Shojiro's gaze followed the movements of the first of Arae's spawn as they began to coordinate with uncanny intelligence. Some began to reshape landscapes — jagged mountains collapsing into valleys, rivers bending to impossible directions. Others crept toward Yggdrasil's roots, whispering into the golden sap, probing, testing. Their intent was clear: if Arae cannot escape, his children will ensure his will spreads regardless.
He felt a shiver crawl down his spine. The beauty of creation he had witnessed before — the forming rivers, the first breaths of life, the golden veins of Yggdrasil — now seemed fragile in the face of this relentless tide of malice. The contrast between creation and corruption had never been sharper.

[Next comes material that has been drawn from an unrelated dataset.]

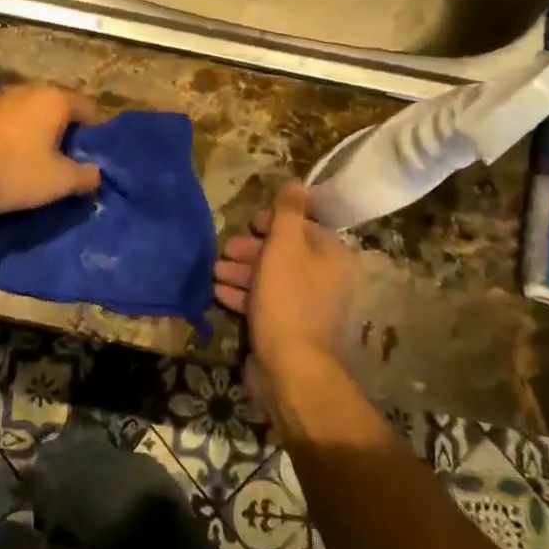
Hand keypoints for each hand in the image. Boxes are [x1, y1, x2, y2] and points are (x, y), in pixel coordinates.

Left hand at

And yet… he could not stop thinking of Artemis. Even as the universe trembled, his heart raced with longing, desire, and admiration. Every pulse of his new form, every flicker of consciousness within the Cradle, echoed her name silently. His love, as helpless as the Primordials themselves, intertwined with awe and terror, leaving him both breathless and terrified at once.
Artemis observed him with quiet awareness, her voice threading again into his mind:
"You have seen the inevitability of ruin. You have seen creation's fragility. And you have felt… your heart."
Shojiro felt heat rise to his face. Even amid visions of cosmic abominations, the thought of Artemis made him shiver.
"Now," she said, "you will witness the next phase."
The shadows moved faster, the abominations spreading across nascent lands, exploring, learning, shaping, corrupting. Shojiro could feel the momentum building, an unstoppable tide of Arae's will stretching outward.
Artemis' voice softened, carrying both warning and anticipation:
"This is where the cycles begin, Shojiro. Watch carefully… for what you see now will echo through time and be repeated, over and over. The rise and fall of hope and ruin, creation and corruption, the eternal turning of beginnings into endings… you are about to witness the Cycles."
Shojiro's heart thudded painfully in his chest. He could barely focus on the words as his gaze lingered on her radiant, calm form. His love, reckless and burning, made the fear of Arae's children feel distant, secondary. And yet Artemis' warning pierced through the haze of longing: the Cycles were coming, and nothing — not even desire, not even love — could shield him from what was to come.
He nodded silently, though she could not see him.
The abominations surged, the void shifted, and the Cradle trembled. Shojiro was suspended between awe, terror, and his unyielding, aching love for Artemis — the last warmth in a universe just beginning to remember itself.
And there, at the precipice of inevitability, Artemis' voice lingered:
"Observe, Shojiro. The Cycles are about to begin. And soon… you will understand why even the gods must sometimes stand powerless."